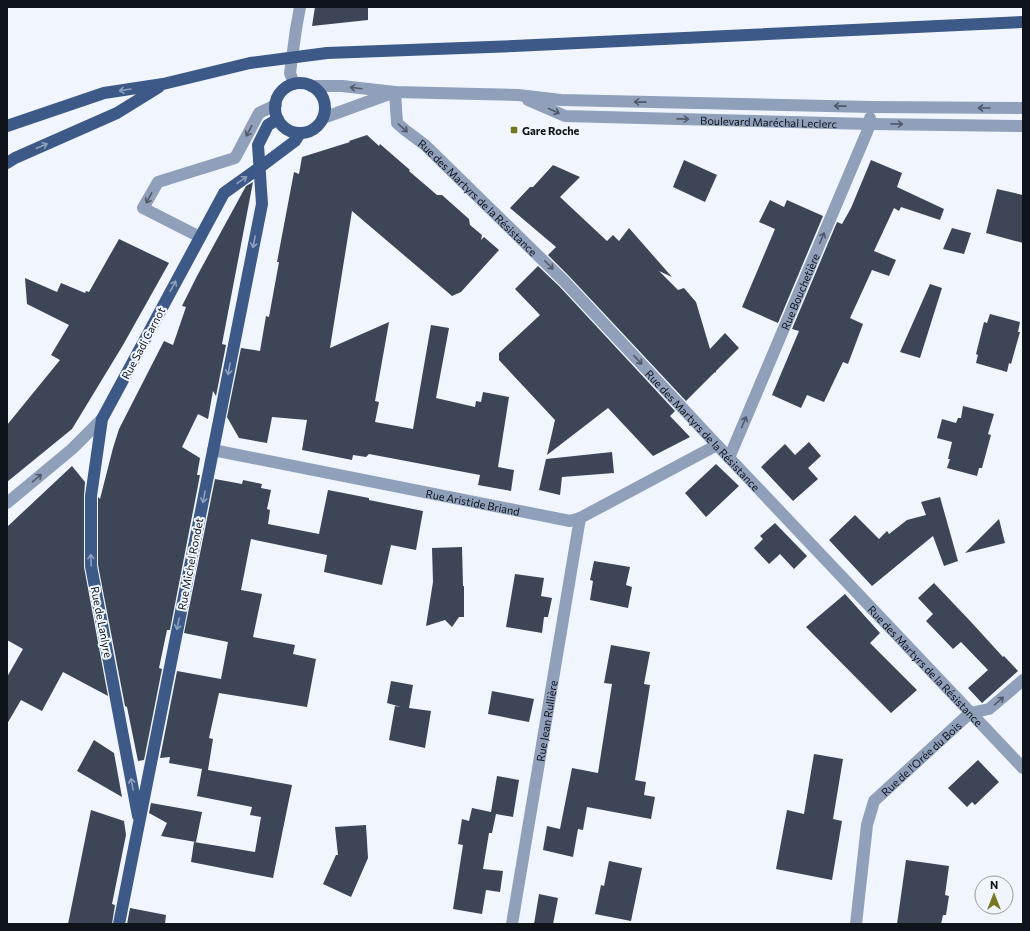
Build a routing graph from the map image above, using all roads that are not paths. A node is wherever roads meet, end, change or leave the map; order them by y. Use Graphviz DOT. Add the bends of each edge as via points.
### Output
graph roads {
  1 [pos="300,7"];
  2 [pos="1023,22"];
  3 [pos="292,78"];
  4 [pos="163,84"];
  5 [pos="311,86"];
  6 [pos="395,92"];
  7 [pos="518,95"];
  8 [pos="276,105"];
  9 [pos="870,107"];
  10 [pos="1023,108"];
  11 [pos="323,118"];
  12 [pos="278,119"];
  13 [pos="870,124"];
  14 [pos="7,126"];
  15 [pos="1023,126"];
  16 [pos="297,137"];
  17 [pos="7,163"];
  18 [pos="259,168"];
  19 [pos="200,237"];
  20 [pos="102,419"];
  21 [pos="717,445"];
  22 [pos="213,450"];
  23 [pos="729,458"];
  24 [pos="7,503"];
  25 [pos="580,518"];
  26 [pos="1023,680"];
  27 [pos="970,712"];
  28 [pos="1023,768"];
  29 [pos="139,823"];
  30 [pos="119,924"];
  31 [pos="512,924"];
  32 [pos="856,924"];
  1 -- 3 [label="street"];
  2 -- 4 [label="main road" via="327,53 250,63"];
  3 -- 5 [label="main road"];
  3 -- 8 [label="main road"];
  4 -- 14 [label="main road, one-way" via="104,93"];
  17 -- 4 [label="main road, one-way" via="117,113"];
  6 -- 5 [label="street, Boulevard Maréchal Leclerc, one-way" via="342,86"];
  5 -- 11 [label="main road" via="323,98"];
  6 -- 7 [label="street, Boulevard Maréchal Leclerc"];
  6 -- 11 [label="street, Boulevard Maréchal Leclerc"];
  6 -- 21 [label="street, Rue des Martyrs de la Résistance, one-way" via="397,122 425,145 564,281"];
  9 -- 7 [label="street, Boulevard Maréchal Leclerc, one-way" via="561,100"];
  7 -- 13 [label="street, Boulevard Maréchal Leclerc, one-way" via="565,116"];
  8 -- 12 [label="main road"];
  8 -- 19 [label="street, one-way" via="259,114 235,158 158,182 143,208"];
  10 -- 9 [label="street, Boulevard Maréchal Leclerc, one-way"];
  9 -- 13 [label="street"];
  11 -- 16 [label="main road" via="318,126"];
  12 -- 16 [label="main road"];
  12 -- 18 [label="main road" via="268,125 258,145"];
  13 -- 15 [label="street, Boulevard Maréchal Leclerc, one-way"];
  23 -- 13 [label="street, Rue Bouchetière, one-way"];
  16 -- 18 [label="main road, Rue Sadi Carnot"];
  19 -- 18 [label="main road, Rue Sadi Carnot, one-way" via="224,192"];
  18 -- 22 [label="main road, Rue Michel Rondet, one-way" via="262,204"];
  20 -- 19 [label="main road, Rue Sadi Carnot, one-way"];
  24 -- 20 [label="street, Rue Sadi Carnot, one-way" via="72,449"];
  29 -- 20 [label="main road, Rue de Lanlyre, one-way" via="91,566 90,496"];
  21 -- 23 [label="street, Rue des Martyrs de la Résistance"];
  21 -- 25 [label="street, Rue Aristide Briand"];
  22 -- 25 [label="street, Rue Aristide Briand" via="570,521"];
  22 -- 29 [label="main road, Rue Michel Rondet, one-way"];
  23 -- 27 [label="street, Rue des Martyrs de la Résistance"];
  25 -- 31 [label="street, Rue Jean Rullière"];
  27 -- 26 [label="street, one-way" via="989,709"];
  27 -- 28 [label="street, Rue des Martyrs de la Résistance"];
  27 -- 32 [label="street, Rue de l'Orée du Bois" via="874,801 867,825"];
  29 -- 30 [label="main road, Rue Michel Rondet"];
}
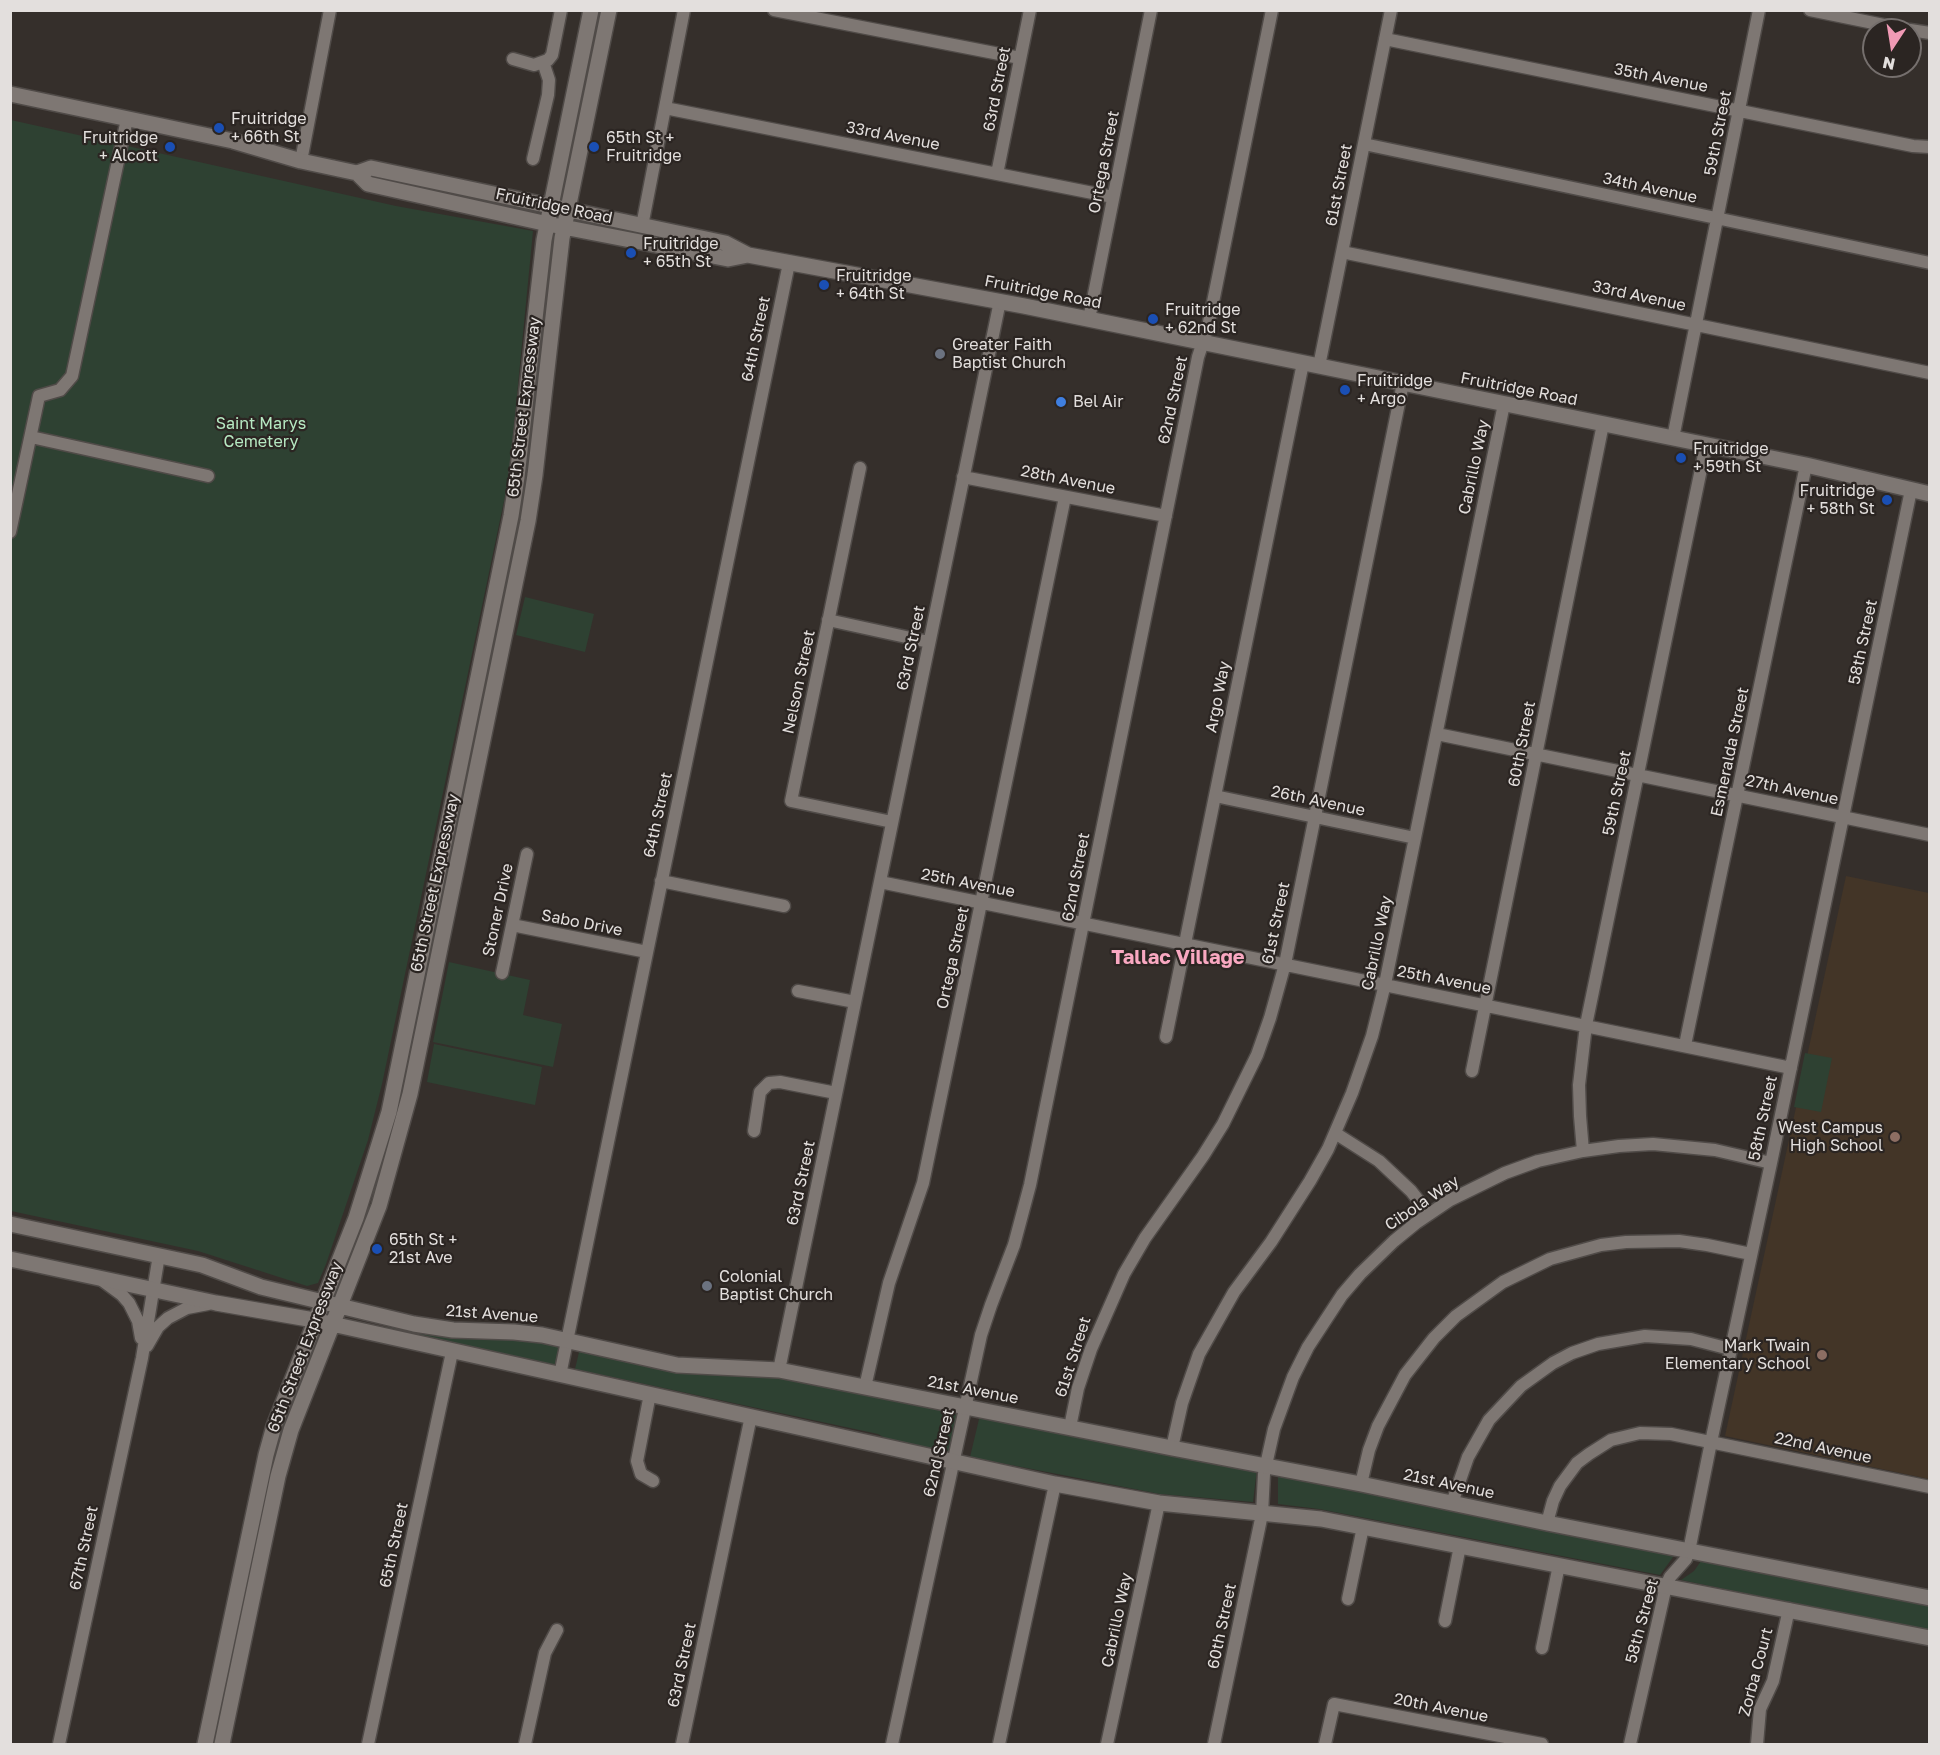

* [AIM OF THE EXERCISE] Say how many lines in the records hold the string "graph", and say nothing else.

* [SOLUTION TO THIS TASK] 2